Q3 CPI has printed, but it is the same old story — the RBA is wrong on inflation. They are in good company. Pretty much every central bank has chronically over-estimated inflation over the past few years. If it were any other forecaster we’d be accustomed to adjusting down their estimates, but the market hasn’t been doing that to the RBA. Instead there are hikes priced for 2018 despite the fact that the RBA doesn’t know when inflation will return to their 2.5% target.
As you can see from the above chart, the RBA does not currently predict Trimmed Mean CPI, the RBA’s preferred measure of CPI, to converge to their 2.5%y/y target at any time within their forecasting horizon. Rolling their model forward, my best guess is that Trimmed Mean CPI was expected to hit 2.5% sometime in 2021 or 2022.
I say was because these fan-chart forecasts were made before the disappointing Q3 number. If you squint you’ll see that the RBA expected Trimmed Mean CPI of ~1.95%y/y in Q3. Instead they got 1.83%y/y. We get new forecasts on 10 November.
This isn’t a massive miss, but it’s meaningful. More important is the sequential deceleration of inflation: inflation slowed ~15bps from 52bps in Q2’17 to ~37bps in Q3. The importance of this is that we cannot be sure that the cyclical lows for inflation pressure have been seen. The annual pace of trimmed mean inflation has steady at ~1.8%y/y for three quarters now — and there are some deflationary headwinds coming in 2018.
The first is the re-weighting of the CPI basket. The current series is based on spending patterns from 2010. Over time spending patterns tend to move toward cheaper and more slowly inflating goods, so the current estimates of inflation are almost certainly over-estimates. We cannot say by how much for sure, as we do not yet know the outcome of the 17th series. What we do know, from Deputy Gov Debelle’s speech last week, is that the RBA have not adjusted their inflation forecasts to reflect the level shift down of inflation that that will occur when we move to the 17th series.
The ABS will very shortly update the expenditure weights in the CPI. Because of substitution bias, history suggests that measured CPI inflation has been overstated by an average of ¼ percentage point in the period between expenditure share updates. While we are aware of this bias, we are not able to be precise about its magnitude until the new expenditure shares are published, because past re-weightings are not necessarily a good guide. It is also not straightforward to account for this in forecasts of inflation. (my emphasis)
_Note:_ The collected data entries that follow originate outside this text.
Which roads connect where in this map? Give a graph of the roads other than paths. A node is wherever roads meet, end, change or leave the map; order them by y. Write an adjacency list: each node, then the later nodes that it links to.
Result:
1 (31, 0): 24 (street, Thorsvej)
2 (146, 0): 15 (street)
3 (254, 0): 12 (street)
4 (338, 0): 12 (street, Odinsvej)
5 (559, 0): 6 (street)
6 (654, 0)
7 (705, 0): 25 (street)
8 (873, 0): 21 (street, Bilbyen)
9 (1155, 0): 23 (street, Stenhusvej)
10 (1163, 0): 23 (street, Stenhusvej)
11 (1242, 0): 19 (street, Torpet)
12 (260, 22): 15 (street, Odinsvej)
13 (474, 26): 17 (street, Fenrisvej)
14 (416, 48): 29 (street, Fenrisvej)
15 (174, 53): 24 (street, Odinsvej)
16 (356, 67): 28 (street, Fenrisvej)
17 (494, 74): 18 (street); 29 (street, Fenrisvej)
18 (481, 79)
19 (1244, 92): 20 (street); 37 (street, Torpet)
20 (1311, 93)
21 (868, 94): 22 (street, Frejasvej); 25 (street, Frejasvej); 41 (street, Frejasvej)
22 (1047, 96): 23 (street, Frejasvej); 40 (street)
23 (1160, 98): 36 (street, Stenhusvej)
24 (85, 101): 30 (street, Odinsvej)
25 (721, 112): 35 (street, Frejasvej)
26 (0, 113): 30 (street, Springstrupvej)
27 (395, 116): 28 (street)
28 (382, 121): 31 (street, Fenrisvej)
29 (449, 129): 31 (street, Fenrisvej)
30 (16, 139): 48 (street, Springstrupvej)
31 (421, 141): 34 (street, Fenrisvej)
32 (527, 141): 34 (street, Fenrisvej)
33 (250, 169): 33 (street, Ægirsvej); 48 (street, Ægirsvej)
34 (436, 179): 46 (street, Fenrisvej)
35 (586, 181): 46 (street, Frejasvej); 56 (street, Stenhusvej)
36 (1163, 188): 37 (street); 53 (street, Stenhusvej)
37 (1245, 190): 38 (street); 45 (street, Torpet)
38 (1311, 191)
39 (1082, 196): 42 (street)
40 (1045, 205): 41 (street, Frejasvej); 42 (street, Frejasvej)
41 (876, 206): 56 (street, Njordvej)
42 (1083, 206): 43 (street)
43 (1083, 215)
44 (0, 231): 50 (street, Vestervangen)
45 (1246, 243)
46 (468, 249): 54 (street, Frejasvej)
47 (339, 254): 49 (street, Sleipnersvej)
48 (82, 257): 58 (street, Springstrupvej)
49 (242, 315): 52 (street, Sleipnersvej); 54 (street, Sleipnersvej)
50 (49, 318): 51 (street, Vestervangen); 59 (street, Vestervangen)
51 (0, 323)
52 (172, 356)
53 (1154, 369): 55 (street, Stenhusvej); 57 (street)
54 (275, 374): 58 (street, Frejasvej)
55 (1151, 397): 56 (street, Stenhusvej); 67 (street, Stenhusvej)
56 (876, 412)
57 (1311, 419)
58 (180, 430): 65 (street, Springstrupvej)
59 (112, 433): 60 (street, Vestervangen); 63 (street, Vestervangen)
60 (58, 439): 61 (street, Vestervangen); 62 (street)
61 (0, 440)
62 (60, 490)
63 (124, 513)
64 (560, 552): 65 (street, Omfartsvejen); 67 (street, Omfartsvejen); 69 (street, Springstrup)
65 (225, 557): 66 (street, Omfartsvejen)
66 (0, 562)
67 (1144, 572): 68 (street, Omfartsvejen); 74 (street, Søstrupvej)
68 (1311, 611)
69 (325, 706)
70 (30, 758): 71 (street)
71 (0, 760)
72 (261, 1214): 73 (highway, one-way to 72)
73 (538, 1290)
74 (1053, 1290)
Finally, Amazon Australia has yet to hit the data — which will set off a chain reaction that i think will subtract about 25bps per year from CPI for three to five years. Sure, pre-emptive re-pricing might account for some of the food price deflation in Q3’17, but i think that is more about Coles fighting back against the European entrants (Aldi &c).
So the state of play with regard to Australian inflation is as follows:
1/ The RBA overestimated Q3 CPI by ~10bps in their August SOMP, and will downgrade slightly in their new forecasts — which are published 10 November;
2/ The RBA’s current inflation forecasts do not take into account the likely 25bps level decline of the estimated pace of inflation when we move to the 17th series; and
3/ The entry of Amazon into the Australian market (and competition from European entrants) is likely to lead to sustained downward pressure on retail prices over the next few years. My best guess is that this will shave 25bps to 50bps per year from CPI over the next three to five years.
So these are all reasons why the RBA will have to keep downgrading core CPI over the next year or two.
When will we see 2.5%y/y (core) inflation? My guess is some time in the mid 2020s.
The market continues to flirt with a rate hike in 2018. I very much doubt it. I think that’s about a year too early.
Once the unemployment rate dips below 5% and trimmed mean CPI is sustainably above 2% the RBA might start nudging rates up … but we’re a long way away from that just yet!